Your copy should repeat each record below exactly and contain no images.

+++ INPUT RECORDS

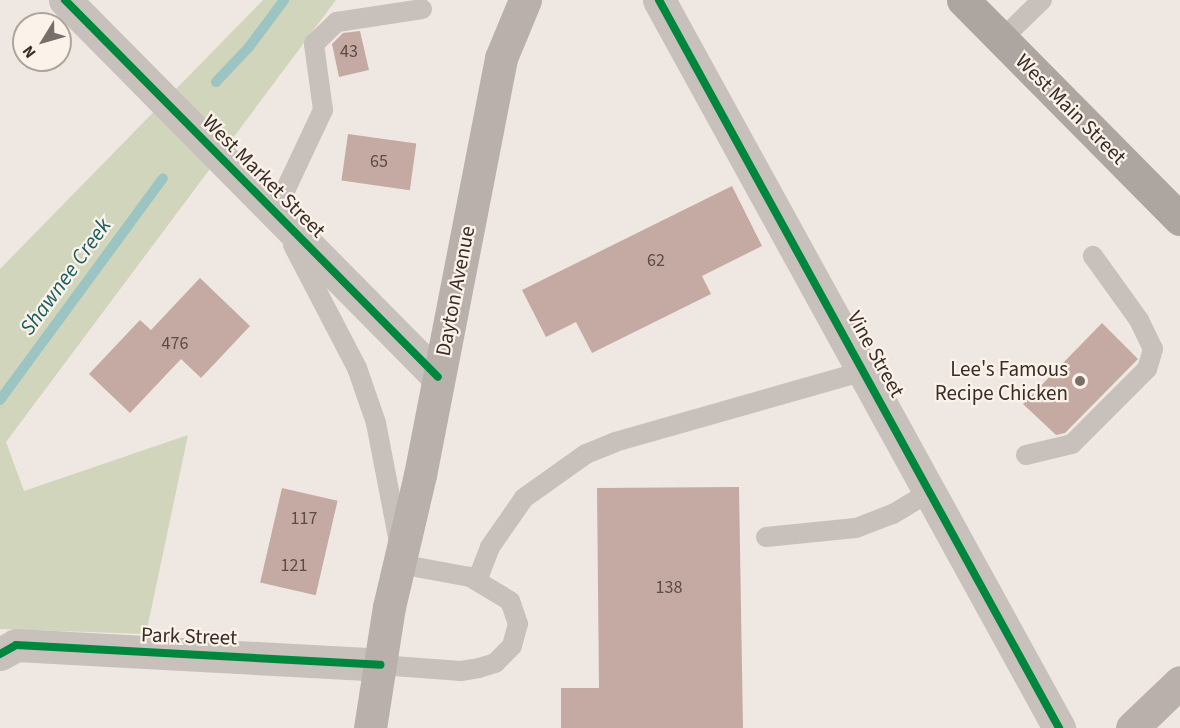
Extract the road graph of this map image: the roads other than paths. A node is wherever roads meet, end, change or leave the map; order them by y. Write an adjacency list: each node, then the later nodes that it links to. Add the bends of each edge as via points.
1 (65, 0): 8 (street, West Market Street)
2 (525, 0): 12 (main road, Dayton Avenue, via 501,58)
3 (659, 0): 11 (street, Vine Street)
4 (963, 0): 7 (main road, West Main Street)
5 (1042, 0): 7 (lane)
6 (422, 9): 8 (lane, via 337,22 314,44 323,110)
7 (1002, 39): 9 (main road, West Main Street)
8 (274, 212): 12 (street, West Market Street); 16 (lane, via 353,356 376,423)
9 (1180, 219)
10 (1093, 256): 13 (lane, via 1139,320 1154,349 1147,369 1072,444)
11 (865, 371): 14 (street, Vine Street); 17 (lane, via 615,442 586,454 524,498 489,547)
12 (438, 377): 16 (main road, Dayton Avenue)
13 (1026, 455)
14 (931, 491): 15 (lane, via 893,514 856,528); 22 (street, Vine Street)
15 (766, 537)
16 (400, 559): 17 (lane); 19 (main road, Dayton Avenue)
17 (477, 581): 19 (lane, via 510,601 518,624 512,646 495,663 460,671)
18 (0, 654): 19 (street, Park Street, via 16,645)
19 (380, 665): 21 (main road, Dayton Avenue)
20 (1180, 682): 23 (main road)
21 (370, 728)
22 (1059, 728)
23 (1132, 728)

++++++

▶ **SOLUTION TO THIS PROBLEM**
Extract the road graph of this map image: the roads other than paths. A node is wherever roads meet, end, change or leave the map; order them by y. Write an adjacency list: each node, then the later nodes that it links to. Add the bends of each edge as via points.
1 (65, 0): 8 (street, West Market Street)
2 (525, 0): 12 (main road, Dayton Avenue, via 501,58)
3 (659, 0): 11 (street, Vine Street)
4 (963, 0): 7 (main road, West Main Street)
5 (1042, 0): 7 (lane)
6 (422, 9): 8 (lane, via 337,22 314,44 323,110)
7 (1002, 39): 9 (main road, West Main Street)
8 (274, 212): 12 (street, West Market Street); 16 (lane, via 353,356 376,423)
9 (1180, 219)
10 (1093, 256): 13 (lane, via 1139,320 1154,349 1147,369 1072,444)
11 (865, 371): 14 (street, Vine Street); 17 (lane, via 615,442 586,454 524,498 489,547)
12 (438, 377): 16 (main road, Dayton Avenue)
13 (1026, 455)
14 (931, 491): 15 (lane, via 893,514 856,528); 22 (street, Vine Street)
15 (766, 537)
16 (400, 559): 17 (lane); 19 (main road, Dayton Avenue)
17 (477, 581): 19 (lane, via 510,601 518,624 512,646 495,663 460,671)
18 (0, 654): 19 (street, Park Street, via 16,645)
19 (380, 665): 21 (main road, Dayton Avenue)
20 (1180, 682): 23 (main road)
21 (370, 728)
22 (1059, 728)
23 (1132, 728)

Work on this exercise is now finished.